Requirement: Go through the listing below and count each line with the word "positions" in it; return only the count.

◇ ◇ ◇

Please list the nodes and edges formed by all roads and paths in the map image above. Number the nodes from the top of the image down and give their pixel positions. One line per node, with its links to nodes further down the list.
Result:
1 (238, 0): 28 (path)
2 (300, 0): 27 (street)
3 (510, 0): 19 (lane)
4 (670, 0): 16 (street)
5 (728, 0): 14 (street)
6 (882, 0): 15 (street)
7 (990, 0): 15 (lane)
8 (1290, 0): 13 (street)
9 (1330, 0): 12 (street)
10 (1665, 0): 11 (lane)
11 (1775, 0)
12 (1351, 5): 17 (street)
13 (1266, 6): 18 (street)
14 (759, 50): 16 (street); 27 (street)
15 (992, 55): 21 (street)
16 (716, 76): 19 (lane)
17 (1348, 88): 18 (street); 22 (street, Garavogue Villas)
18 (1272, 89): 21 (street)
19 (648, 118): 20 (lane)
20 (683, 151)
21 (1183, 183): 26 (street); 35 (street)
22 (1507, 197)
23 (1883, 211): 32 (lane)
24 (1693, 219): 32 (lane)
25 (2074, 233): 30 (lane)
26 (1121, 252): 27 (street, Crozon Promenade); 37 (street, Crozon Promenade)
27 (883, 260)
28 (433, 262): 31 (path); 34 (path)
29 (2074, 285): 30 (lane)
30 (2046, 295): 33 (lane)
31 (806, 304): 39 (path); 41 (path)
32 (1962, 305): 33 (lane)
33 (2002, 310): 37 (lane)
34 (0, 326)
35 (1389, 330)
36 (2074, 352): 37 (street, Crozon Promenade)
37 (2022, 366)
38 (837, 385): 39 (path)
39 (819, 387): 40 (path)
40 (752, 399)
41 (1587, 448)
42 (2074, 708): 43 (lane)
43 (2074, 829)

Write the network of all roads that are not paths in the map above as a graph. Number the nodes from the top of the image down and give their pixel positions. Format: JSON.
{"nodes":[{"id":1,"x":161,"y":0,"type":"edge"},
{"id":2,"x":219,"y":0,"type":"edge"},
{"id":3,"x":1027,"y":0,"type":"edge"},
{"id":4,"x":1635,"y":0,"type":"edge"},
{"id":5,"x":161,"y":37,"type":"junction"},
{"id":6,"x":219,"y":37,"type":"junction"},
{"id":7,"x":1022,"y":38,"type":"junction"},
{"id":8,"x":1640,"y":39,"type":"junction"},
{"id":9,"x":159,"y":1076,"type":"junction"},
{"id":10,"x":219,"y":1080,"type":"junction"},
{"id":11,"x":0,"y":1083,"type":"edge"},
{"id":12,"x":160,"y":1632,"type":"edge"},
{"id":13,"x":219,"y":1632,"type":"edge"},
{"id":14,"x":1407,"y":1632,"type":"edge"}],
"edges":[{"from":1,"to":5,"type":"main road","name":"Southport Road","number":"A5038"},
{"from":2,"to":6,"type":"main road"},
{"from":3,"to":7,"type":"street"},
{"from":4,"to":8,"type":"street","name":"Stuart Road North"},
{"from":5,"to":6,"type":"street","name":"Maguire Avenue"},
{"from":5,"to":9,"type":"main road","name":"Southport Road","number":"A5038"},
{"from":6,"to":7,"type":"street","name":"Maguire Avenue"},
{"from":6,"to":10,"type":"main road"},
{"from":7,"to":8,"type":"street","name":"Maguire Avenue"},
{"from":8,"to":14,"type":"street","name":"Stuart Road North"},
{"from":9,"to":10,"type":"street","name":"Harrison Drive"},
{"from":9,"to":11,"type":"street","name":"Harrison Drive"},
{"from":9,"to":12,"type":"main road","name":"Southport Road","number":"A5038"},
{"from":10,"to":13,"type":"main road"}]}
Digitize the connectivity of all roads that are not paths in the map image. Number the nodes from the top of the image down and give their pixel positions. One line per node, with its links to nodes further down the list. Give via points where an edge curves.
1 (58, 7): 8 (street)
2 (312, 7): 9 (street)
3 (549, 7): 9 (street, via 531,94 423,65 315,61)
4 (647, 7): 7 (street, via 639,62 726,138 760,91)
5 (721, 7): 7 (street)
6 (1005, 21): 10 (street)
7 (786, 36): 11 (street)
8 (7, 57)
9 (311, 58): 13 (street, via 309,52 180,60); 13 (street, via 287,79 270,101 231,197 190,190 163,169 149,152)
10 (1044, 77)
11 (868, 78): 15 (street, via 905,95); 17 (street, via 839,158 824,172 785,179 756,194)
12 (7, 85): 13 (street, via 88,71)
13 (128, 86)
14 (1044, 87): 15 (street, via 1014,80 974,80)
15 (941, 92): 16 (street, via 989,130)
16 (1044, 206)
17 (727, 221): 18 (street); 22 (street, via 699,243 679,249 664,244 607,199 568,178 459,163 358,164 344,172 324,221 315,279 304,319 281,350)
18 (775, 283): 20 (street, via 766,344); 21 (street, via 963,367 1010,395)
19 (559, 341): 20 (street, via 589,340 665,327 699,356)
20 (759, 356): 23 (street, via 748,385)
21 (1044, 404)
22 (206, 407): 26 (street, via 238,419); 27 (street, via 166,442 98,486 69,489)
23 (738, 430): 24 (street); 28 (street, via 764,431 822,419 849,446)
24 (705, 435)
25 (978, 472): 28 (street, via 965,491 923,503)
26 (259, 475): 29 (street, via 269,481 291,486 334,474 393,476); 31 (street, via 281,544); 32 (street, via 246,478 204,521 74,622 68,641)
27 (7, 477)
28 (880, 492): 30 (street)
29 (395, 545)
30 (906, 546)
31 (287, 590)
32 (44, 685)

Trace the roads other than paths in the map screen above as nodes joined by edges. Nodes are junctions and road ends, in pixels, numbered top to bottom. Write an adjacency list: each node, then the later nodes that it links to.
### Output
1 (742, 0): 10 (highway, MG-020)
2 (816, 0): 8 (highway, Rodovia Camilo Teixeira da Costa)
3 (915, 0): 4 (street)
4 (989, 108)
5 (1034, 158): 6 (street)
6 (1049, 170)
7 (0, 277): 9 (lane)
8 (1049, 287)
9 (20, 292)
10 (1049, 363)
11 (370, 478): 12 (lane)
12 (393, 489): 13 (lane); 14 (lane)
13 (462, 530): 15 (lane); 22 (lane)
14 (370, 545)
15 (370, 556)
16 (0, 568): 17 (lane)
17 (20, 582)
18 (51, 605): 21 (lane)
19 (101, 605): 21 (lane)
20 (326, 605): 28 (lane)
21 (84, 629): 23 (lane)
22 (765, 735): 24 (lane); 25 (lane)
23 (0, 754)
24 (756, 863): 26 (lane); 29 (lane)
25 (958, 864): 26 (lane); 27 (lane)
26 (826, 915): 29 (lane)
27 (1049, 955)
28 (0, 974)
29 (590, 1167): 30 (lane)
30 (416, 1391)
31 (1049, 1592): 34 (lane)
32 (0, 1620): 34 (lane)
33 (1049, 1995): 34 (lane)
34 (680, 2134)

◇ ◇ ◇

The completed task: 3